Das duas opções prefiro as segundas. Mas de repente me vejo num mundo repleto
de pessoas que preferem as primeiras.
Os
patos domésticos são maioria por aqui. Sem metáforas, as pessoas cansadas ou
derrotadas que perderam a capacidade de mudar o mundo, ou seu próprio, estão
por toda a parte. Estão nas ruas congestionadas, em prédios cinzentos, nas
lojas procurando algo que o consumo não oferece; estão em casa vivendo por
viver. Estão nas escolas também. E esse é o maior perigo de todos.
Educadores
deveriam ensinar aos seus alunos, antes dos números, das letras ou dos átomos,
as técnicas de vôo. A primeira lição seria acreditar que as asas existem, mesmo
nesse “mundo enfastiado que já não crê nos bichos e duvida das coisas”, como
diria Drummond. O problema é que muitos educadores não sabem ou desistiram de
voar. Os seus alunos, portanto, também nunca o saberão. Eles estão fadados a se
juntarem ao medíocre exército dos patos domésticos, onde também estão os seus
professores.
Esse
exército, gigantesco, nunca ganhará batalha alguma, pois não luta. Pode até
estar armado em algumas ocasiões, mas quando empunha a arma para desferir o
primeiro golpe contra o inimigo, hesita. Tem medo. Recua. E essa é a sua sina.
A sina de milhões e milhões de pessoas emudecidas. Eles nunca mudarão o mundo,
pois perderam o brilho nos olhos. Perderam a crença na utopia, e isso não é um
paradoxo.
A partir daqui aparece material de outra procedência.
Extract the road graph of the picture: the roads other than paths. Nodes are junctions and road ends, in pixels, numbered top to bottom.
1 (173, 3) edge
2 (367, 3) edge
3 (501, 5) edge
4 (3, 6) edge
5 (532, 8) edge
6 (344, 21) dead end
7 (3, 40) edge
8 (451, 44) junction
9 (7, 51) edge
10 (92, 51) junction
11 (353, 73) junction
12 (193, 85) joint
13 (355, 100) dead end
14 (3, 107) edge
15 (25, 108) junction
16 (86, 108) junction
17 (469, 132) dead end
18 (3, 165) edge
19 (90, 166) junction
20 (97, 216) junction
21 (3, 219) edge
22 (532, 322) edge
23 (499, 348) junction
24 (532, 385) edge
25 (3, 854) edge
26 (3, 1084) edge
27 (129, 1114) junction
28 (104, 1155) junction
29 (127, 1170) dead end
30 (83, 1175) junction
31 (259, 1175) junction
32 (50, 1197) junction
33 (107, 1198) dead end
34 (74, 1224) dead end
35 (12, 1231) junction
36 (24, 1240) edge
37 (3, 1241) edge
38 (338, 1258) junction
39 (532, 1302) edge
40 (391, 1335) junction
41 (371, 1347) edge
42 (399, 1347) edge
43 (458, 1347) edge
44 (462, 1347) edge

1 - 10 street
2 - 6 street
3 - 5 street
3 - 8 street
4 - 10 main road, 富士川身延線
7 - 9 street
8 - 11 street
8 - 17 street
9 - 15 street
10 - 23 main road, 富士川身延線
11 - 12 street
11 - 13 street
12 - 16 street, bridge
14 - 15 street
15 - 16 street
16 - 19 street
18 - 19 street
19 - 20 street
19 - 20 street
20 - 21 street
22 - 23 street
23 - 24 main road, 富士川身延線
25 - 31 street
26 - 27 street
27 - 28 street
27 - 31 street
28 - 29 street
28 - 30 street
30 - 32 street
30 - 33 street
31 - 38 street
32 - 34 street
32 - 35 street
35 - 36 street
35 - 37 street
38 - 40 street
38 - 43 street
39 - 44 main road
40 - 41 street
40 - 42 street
A utopia pode ser, algum dia, verdade. Por que não? É nisso que
acredita o exército do outro lado.
Os
voadores por excelência são poucos. Muitos foram reprimidos pelos caçadores.
Mas apesar da quantidade inferior, pertencem a eles, selvagens, as digitais que
vemos no mundo. Eles as deixaram lá.
Todos
os educadores deveriam ser patos selvagens. Corajosos. Sonhadores. Voadores.
Que não têm medo do grito e de saírem das suas vidas confortáveis e cheias de
hipocrisia para buscarem algo bom de fato. Na verdade, educadores ou não, todos
deveríamos ser assim. O mundo seria melhor e não este.
Estou cansado
destas razões que movem tudo: a inércia, o medo, a ignorância, a hipocrisia, a
mediocridade, a futilidade, o comodismo, o egoísmo... Para aonde vamos assim?
Esse texto,
esse desespero, esse susto de ver tal estado de coisas talvez seja só
inexperiência de garoto de dezoito anos. Talvez seja só a pujança da juventude,
como dizem. Mas se ser experiente é deitar a cabeça no travesseiro e se
esquecer de que tudo está errado, não, quero ficar aqui onde estou. Mais um
pato selvagem, que quer, pelo menos, tentar organizar esse quarto bagunçado em
que vivemos.
A história do
Rubem Alves termina com o pato selvagem, que virara doméstico por opção, com
saudade de voar. Ele tenta, mas continua no chão “em segurança, gordo de
barriga cheia, protegido pelas cercas”. Os seus ex-semelhantes estão lá em
cima, ainda fugindo dos caçadores, mas livres. O horizonte é o quintal da casa
deles. E pode ser o nosso também.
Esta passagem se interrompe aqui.